Companies in Switzerland are trying to train children to eat insects to build up a future customer base for the Great Reset-style protein.

Rather than peddling delightful Swiss chocolate, some companies in Switzerland are actively attempting to try to convince children to munch down on some bugs instead.

In a broadly sympathetic piece from the Wall Street Journal — a supposedly right-leaning American newspaper — bug food businessmen were followed around as they pushed their insect wares on mostly grossed-out kids.

Timothée Olivier of Swiss Insects, an association of Swiss bug food producers, said that he has been touring schools throughout the country in order to do tastings of their products.

“They are young, more open to novelty,” Olivier told the paper. “At some point, if not tomorrow then later, they will include insects in their diet.”

Not all kids seemed to be convinced, however, with one student saying: “I already eat enough insects when I go to Colombia, so I don’t have to eat them here.”

In 2017, Switzerland became the first country in Europe to permit the sale of insects as food for people and the EU followed in 2021, greenlighting the sale of crickets, certain types of mealworms and migratory locusts for human consumption.

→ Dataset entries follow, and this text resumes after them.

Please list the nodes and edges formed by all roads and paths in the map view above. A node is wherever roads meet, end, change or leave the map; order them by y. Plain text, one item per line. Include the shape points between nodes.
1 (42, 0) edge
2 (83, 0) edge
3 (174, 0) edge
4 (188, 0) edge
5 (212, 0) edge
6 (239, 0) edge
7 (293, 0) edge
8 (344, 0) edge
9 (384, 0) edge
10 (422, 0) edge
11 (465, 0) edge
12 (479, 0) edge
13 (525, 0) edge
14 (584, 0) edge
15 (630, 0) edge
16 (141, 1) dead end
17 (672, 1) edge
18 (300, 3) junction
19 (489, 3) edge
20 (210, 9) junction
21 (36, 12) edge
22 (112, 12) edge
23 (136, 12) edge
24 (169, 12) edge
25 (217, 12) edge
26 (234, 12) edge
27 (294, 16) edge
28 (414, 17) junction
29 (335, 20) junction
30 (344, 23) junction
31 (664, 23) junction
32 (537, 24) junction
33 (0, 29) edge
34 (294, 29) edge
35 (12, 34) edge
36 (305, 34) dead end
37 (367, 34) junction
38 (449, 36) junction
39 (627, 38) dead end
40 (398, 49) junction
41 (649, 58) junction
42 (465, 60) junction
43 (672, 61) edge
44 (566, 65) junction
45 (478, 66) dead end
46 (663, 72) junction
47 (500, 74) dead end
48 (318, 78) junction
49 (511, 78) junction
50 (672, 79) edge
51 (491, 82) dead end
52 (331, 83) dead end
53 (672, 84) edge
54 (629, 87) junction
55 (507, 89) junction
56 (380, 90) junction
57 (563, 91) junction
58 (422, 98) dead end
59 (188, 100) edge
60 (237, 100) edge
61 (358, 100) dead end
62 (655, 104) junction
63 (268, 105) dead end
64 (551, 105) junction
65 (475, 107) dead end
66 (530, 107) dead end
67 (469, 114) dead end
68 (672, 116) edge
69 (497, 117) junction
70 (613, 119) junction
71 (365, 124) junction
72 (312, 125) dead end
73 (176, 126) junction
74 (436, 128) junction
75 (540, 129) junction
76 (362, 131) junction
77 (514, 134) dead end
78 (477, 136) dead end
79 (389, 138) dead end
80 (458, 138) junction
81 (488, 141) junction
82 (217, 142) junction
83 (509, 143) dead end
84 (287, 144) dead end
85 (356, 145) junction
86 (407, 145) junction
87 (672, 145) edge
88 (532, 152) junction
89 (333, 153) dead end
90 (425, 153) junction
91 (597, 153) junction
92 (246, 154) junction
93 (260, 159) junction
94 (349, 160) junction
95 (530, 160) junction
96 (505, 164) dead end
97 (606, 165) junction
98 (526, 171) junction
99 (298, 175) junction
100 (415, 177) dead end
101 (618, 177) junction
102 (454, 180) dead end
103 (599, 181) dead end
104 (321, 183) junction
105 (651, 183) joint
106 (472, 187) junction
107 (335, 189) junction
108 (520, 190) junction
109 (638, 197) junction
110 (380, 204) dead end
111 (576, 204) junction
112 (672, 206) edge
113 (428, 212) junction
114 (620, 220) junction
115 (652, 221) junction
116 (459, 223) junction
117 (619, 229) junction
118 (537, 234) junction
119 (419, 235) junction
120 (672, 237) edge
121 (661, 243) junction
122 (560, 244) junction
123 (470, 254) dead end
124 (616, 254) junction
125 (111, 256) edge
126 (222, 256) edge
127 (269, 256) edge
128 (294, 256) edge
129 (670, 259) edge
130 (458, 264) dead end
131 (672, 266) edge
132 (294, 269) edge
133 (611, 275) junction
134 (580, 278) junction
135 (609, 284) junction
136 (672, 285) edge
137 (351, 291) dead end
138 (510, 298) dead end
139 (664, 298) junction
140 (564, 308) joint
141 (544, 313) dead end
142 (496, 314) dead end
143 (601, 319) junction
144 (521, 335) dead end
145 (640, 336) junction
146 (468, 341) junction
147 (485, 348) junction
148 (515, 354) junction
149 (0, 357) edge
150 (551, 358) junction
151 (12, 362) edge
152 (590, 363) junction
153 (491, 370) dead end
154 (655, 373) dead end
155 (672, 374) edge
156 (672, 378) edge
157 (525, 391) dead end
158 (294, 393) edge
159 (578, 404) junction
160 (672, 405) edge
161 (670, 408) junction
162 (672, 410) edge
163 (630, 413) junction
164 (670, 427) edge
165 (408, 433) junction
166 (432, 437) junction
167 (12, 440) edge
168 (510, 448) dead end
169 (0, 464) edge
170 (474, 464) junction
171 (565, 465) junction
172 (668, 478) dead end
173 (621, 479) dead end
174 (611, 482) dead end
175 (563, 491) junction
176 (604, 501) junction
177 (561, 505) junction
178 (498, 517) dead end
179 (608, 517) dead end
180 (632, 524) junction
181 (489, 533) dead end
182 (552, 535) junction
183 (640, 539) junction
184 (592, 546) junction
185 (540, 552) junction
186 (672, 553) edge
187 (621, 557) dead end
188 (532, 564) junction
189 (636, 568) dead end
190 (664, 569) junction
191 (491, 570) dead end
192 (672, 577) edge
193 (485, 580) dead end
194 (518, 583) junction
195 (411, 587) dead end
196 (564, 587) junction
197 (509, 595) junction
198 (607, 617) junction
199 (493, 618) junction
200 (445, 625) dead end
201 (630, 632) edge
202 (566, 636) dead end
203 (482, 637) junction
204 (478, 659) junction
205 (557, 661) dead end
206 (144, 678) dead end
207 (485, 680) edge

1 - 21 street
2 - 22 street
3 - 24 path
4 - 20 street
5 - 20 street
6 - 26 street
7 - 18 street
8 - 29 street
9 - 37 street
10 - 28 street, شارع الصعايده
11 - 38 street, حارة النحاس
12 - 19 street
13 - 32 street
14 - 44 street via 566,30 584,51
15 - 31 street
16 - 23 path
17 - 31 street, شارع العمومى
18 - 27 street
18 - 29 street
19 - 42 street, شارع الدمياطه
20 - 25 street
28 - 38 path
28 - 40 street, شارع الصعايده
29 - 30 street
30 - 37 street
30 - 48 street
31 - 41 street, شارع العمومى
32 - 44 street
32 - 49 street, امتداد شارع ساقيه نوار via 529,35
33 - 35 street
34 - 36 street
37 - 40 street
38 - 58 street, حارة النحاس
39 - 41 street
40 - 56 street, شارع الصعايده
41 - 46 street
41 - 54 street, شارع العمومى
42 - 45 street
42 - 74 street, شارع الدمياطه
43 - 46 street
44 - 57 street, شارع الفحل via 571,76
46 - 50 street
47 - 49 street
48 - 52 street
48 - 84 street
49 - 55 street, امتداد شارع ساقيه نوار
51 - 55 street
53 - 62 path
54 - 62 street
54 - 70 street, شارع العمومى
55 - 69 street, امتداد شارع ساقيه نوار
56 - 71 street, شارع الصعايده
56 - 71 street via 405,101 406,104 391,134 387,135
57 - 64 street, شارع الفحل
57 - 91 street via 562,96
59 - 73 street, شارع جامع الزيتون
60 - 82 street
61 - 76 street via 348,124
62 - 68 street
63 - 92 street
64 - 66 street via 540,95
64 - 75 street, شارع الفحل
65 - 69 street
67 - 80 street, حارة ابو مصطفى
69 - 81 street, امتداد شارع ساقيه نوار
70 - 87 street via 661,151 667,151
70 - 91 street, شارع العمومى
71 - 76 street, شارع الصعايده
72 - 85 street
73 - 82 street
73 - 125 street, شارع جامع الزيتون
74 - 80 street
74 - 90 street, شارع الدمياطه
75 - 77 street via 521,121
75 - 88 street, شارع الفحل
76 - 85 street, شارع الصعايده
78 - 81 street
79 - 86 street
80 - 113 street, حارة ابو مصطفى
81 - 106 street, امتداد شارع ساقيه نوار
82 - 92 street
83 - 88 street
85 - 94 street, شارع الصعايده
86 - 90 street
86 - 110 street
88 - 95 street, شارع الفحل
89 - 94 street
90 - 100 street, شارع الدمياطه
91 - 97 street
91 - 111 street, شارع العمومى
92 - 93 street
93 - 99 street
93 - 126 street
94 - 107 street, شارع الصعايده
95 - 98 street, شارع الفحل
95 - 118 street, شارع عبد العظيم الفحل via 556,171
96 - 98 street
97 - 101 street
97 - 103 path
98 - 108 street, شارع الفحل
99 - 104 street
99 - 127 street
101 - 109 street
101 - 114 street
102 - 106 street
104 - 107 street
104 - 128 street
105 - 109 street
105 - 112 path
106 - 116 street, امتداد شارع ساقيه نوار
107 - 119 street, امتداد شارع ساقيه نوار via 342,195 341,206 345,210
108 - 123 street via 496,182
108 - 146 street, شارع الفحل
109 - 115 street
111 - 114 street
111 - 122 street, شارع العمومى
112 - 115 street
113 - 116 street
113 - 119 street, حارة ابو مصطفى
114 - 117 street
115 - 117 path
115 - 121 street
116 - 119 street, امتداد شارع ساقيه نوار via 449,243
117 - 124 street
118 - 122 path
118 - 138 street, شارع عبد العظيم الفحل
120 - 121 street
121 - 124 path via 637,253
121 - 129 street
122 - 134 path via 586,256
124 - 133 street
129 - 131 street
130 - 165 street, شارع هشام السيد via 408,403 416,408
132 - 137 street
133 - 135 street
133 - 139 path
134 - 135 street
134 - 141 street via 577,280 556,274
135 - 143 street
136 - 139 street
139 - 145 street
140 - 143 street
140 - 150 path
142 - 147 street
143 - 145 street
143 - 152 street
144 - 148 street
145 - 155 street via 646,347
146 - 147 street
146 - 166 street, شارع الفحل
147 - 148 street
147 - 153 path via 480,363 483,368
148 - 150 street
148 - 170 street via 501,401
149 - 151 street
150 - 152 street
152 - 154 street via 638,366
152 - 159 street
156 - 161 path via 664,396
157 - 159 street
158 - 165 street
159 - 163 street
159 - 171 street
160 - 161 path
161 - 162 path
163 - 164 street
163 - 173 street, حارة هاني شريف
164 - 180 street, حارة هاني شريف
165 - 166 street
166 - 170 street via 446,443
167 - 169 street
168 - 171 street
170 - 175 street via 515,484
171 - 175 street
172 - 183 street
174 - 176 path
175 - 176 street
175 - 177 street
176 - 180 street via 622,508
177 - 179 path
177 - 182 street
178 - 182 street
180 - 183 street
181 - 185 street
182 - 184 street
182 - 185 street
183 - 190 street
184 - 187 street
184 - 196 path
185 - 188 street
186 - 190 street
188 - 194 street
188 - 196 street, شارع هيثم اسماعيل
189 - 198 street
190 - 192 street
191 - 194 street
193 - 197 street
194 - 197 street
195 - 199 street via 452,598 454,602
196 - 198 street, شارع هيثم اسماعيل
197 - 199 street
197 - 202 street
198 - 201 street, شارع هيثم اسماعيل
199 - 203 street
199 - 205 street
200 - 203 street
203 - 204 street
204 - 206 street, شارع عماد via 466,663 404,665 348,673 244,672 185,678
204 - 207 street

One of the major bug protein firms in Switzerland, Essento, has so far been able to get its products on the shelves of the two largest supermarket chains in the country. The company focusses on worm products, with their eggs being placed in boxes full of grain and some water, and within weeks they are harvested and brought to the consumer.

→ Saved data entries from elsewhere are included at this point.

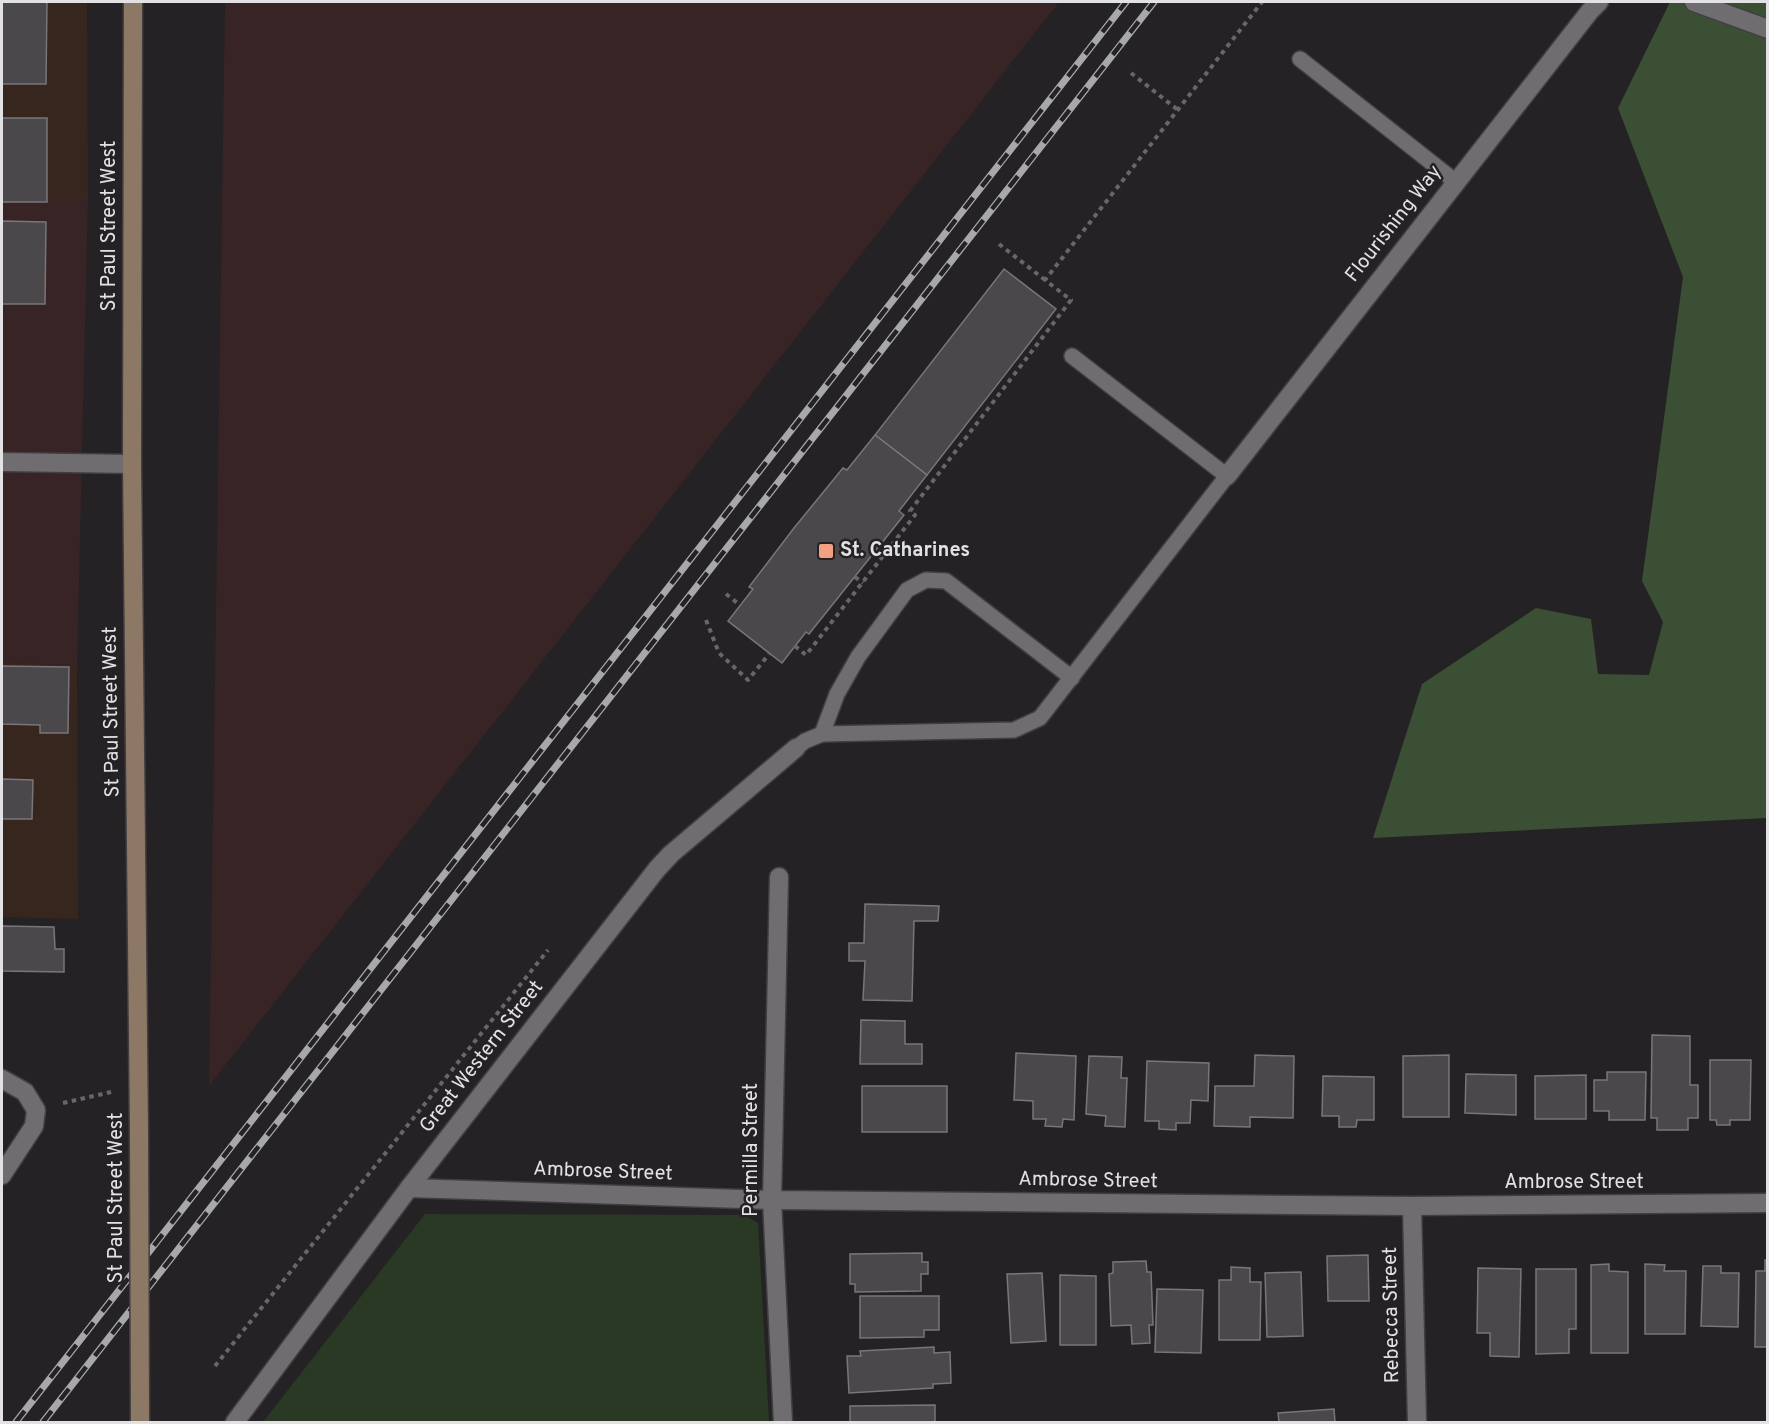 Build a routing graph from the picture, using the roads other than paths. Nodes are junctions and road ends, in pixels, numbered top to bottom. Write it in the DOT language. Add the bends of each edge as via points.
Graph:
graph roads {
  1 [pos="133,2"];
  2 [pos="1599,2"];
  3 [pos="1694,2"];
  4 [pos="1767,28"];
  5 [pos="1300,59"];
  6 [pos="1456,182"];
  7 [pos="1072,356"];
  8 [pos="2,462"];
  9 [pos="132,464"];
  10 [pos="1227,476"];
  11 [pos="1072,678"];
  12 [pos="822,734"];
  13 [pos="796,748"];
  14 [pos="779,877"];
  15 [pos="2,1079"];
  16 [pos="2,1175"];
  17 [pos="409,1188"];
  18 [pos="772,1200"];
  19 [pos="1767,1203"];
  20 [pos="1412,1206"];
  21 [pos="140,1422"];
  22 [pos="235,1422"];
  23 [pos="783,1422"];
  24 [pos="1416,1422"];
  1 -- 9 [label="main road, St Paul Street West"];
  2 -- 6 [label="street, Flourishing Way"];
  3 -- 4 [label="street"];
  5 -- 6 [label="lane"];
  6 -- 10 [label="street, Flourishing Way"];
  7 -- 10 [label="lane"];
  8 -- 9 [label="street"];
  9 -- 21 [label="main road, St Paul Street West, bridge"];
  10 -- 11 [label="lane"];
  11 -- 12 [label="lane" via="1040,718 1014,730"];
  11 -- 12 [label="lane" via="945,581 926,580 907,590 858,657 837,694"];
  12 -- 13 [label="lane"];
  13 -- 17 [label="street, Great Western Street" via="657,868"];
  14 -- 18 [label="street, Permilla Street"];
  15 -- 16 [label="street" via="25,1092 36,1110 34,1126"];
  17 -- 18 [label="street, Ambrose Street"];
  17 -- 22 [label="street, Great Western Street"];
  18 -- 20 [label="street, Ambrose Street"];
  18 -- 23 [label="street, Permilla Street"];
  19 -- 20 [label="street, Ambrose Street"];
  20 -- 24 [label="street, Rebecca Street"];
}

Noelle Gmür, the head of marketting for the Zurich-based insect snack company Essento, said: “Why do you need a cow or a pig in between when you can just eat the insect itself?”

“It’s kind of like when you forget to bring out your vegetable trash,” she continued. “After two weeks or so, your trash is sometimes moving around.”

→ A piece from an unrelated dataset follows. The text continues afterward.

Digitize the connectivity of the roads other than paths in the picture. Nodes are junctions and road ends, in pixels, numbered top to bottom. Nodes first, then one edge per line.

Packs of pre-cocked insect burgers based on protein-rich mealworm are seen on a supermarket shelf on August 21, 2017 in Geneva. Switzerland's first insect-based food aimed at humans goes on sale this week following a revision of the country's food safety laws. Switzerland's second-largest supermarket chain, Coop starting selling insect burger, and insect balls, based on protein-rich mealworm. Swiss food safety laws were changed last May to allow for the sale of food items containing three types of insects: crickets, grasshoppers and mealworms, which are the larval form of the mealworm beetle. / AFP PHOTO / Fabrice COFFRINI (Photo credit should read FABRICE COFFRINI/AFP via Getty Images)

Packs of pre-cocked insect burgers based on protein-rich mealworm are seen on a supermarket shelf on August 21, 2017 in Geneva. (Photo credit should read FABRICE COFFRINI/AFP via Getty Images)

However, the move to push bug protein on the people — an agenda favoured by the World Economic Forum and other globalist institutions, has seen increased pushback as of late.

Recently, for example, the populist government of Giorgia Meloni has made moves to ban the use of insect protein in flour produced for pizza and pasta to protect the traditional cuisine of the nation and is set to mandate that bug-based flour be segregated in supermarkets.

French senator and farmer, Laurent Duplomb blasted the elites for pushing insects on the plebs while not indulging themselves, telling the WSJ: “This European Commission—which gives in to anti-meat lobbies and which undermines our agriculture and our gastronomic culture—I don’t want it anymore! I invite those who wish to eat crickets to come and eat them directly in my meadows: They will be natural, whole, unground and unprocessed!”